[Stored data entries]
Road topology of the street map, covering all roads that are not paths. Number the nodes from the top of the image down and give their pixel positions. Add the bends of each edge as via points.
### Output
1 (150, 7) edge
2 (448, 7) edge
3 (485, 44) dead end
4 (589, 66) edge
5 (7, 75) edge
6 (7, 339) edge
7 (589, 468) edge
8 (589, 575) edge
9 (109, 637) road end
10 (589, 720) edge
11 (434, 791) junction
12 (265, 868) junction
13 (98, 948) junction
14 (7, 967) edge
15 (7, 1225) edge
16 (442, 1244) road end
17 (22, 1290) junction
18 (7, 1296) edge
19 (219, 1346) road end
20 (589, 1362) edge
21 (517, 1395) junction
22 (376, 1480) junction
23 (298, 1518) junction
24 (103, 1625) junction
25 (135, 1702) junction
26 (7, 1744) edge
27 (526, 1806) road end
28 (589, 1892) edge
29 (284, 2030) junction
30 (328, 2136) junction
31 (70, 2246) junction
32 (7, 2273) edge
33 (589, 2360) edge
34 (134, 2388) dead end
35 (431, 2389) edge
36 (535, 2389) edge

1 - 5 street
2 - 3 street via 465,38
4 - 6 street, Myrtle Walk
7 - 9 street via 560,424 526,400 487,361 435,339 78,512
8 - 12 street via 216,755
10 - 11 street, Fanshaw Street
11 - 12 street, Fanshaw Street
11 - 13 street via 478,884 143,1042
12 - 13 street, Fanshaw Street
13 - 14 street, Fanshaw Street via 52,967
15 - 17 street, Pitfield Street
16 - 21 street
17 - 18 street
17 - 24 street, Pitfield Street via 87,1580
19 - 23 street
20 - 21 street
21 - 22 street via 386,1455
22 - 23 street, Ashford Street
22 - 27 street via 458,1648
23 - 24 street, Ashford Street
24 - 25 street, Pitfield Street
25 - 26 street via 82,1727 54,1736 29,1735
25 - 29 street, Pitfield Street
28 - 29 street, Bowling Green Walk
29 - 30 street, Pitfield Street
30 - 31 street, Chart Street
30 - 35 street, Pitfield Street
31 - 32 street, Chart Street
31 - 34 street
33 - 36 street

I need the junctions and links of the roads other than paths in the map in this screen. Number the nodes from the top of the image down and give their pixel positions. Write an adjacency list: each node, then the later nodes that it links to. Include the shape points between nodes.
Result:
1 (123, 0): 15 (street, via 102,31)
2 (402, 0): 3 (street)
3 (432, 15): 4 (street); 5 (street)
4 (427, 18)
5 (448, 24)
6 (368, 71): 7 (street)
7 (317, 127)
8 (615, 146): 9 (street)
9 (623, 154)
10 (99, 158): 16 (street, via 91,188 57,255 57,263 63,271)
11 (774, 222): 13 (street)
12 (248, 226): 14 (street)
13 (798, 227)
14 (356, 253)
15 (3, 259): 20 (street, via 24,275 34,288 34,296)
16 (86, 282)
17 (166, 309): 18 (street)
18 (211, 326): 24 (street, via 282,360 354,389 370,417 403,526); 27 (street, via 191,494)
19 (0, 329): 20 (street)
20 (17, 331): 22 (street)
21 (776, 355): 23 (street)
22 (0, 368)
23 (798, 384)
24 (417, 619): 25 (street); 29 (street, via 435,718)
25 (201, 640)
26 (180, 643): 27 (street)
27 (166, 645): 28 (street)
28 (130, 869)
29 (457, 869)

Required action: Reproduce all of the entries above verbatim.

Expected answer:
Road topology of the street map, covering all roads that are not paths. Number the nodes from the top of the image down and give their pixel positions. Add the bends of each edge as via points.
### Output
1 (150, 7) edge
2 (448, 7) edge
3 (485, 44) dead end
4 (589, 66) edge
5 (7, 75) edge
6 (7, 339) edge
7 (589, 468) edge
8 (589, 575) edge
9 (109, 637) road end
10 (589, 720) edge
11 (434, 791) junction
12 (265, 868) junction
13 (98, 948) junction
14 (7, 967) edge
15 (7, 1225) edge
16 (442, 1244) road end
17 (22, 1290) junction
18 (7, 1296) edge
19 (219, 1346) road end
20 (589, 1362) edge
21 (517, 1395) junction
22 (376, 1480) junction
23 (298, 1518) junction
24 (103, 1625) junction
25 (135, 1702) junction
26 (7, 1744) edge
27 (526, 1806) road end
28 (589, 1892) edge
29 (284, 2030) junction
30 (328, 2136) junction
31 (70, 2246) junction
32 (7, 2273) edge
33 (589, 2360) edge
34 (134, 2388) dead end
35 (431, 2389) edge
36 (535, 2389) edge

1 - 5 street
2 - 3 street via 465,38
4 - 6 street, Myrtle Walk
7 - 9 street via 560,424 526,400 487,361 435,339 78,512
8 - 12 street via 216,755
10 - 11 street, Fanshaw Street
11 - 12 street, Fanshaw Street
11 - 13 street via 478,884 143,1042
12 - 13 street, Fanshaw Street
13 - 14 street, Fanshaw Street via 52,967
15 - 17 street, Pitfield Street
16 - 21 street
17 - 18 street
17 - 24 street, Pitfield Street via 87,1580
19 - 23 street
20 - 21 street
21 - 22 street via 386,1455
22 - 23 street, Ashford Street
22 - 27 street via 458,1648
23 - 24 street, Ashford Street
24 - 25 street, Pitfield Street
25 - 26 street via 82,1727 54,1736 29,1735
25 - 29 street, Pitfield Street
28 - 29 street, Bowling Green Walk
29 - 30 street, Pitfield Street
30 - 31 street, Chart Street
30 - 35 street, Pitfield Street
31 - 32 street, Chart Street
31 - 34 street
33 - 36 street

I need the junctions and links of the roads other than paths in the map in this screen. Number the nodes from the top of the image down and give their pixel positions. Write an adjacency list: each node, then the later nodes that it links to. Include the shape points between nodes.
Result:
1 (123, 0): 15 (street, via 102,31)
2 (402, 0): 3 (street)
3 (432, 15): 4 (street); 5 (street)
4 (427, 18)
5 (448, 24)
6 (368, 71): 7 (street)
7 (317, 127)
8 (615, 146): 9 (street)
9 (623, 154)
10 (99, 158): 16 (street, via 91,188 57,255 57,263 63,271)
11 (774, 222): 13 (street)
12 (248, 226): 14 (street)
13 (798, 227)
14 (356, 253)
15 (3, 259): 20 (street, via 24,275 34,288 34,296)
16 (86, 282)
17 (166, 309): 18 (street)
18 (211, 326): 24 (street, via 282,360 354,389 370,417 403,526); 27 (street, via 191,494)
19 (0, 329): 20 (street)
20 (17, 331): 22 (street)
21 (776, 355): 23 (street)
22 (0, 368)
23 (798, 384)
24 (417, 619): 25 (street); 29 (street, via 435,718)
25 (201, 640)
26 (180, 643): 27 (street)
27 (166, 645): 28 (street)
28 (130, 869)
29 (457, 869)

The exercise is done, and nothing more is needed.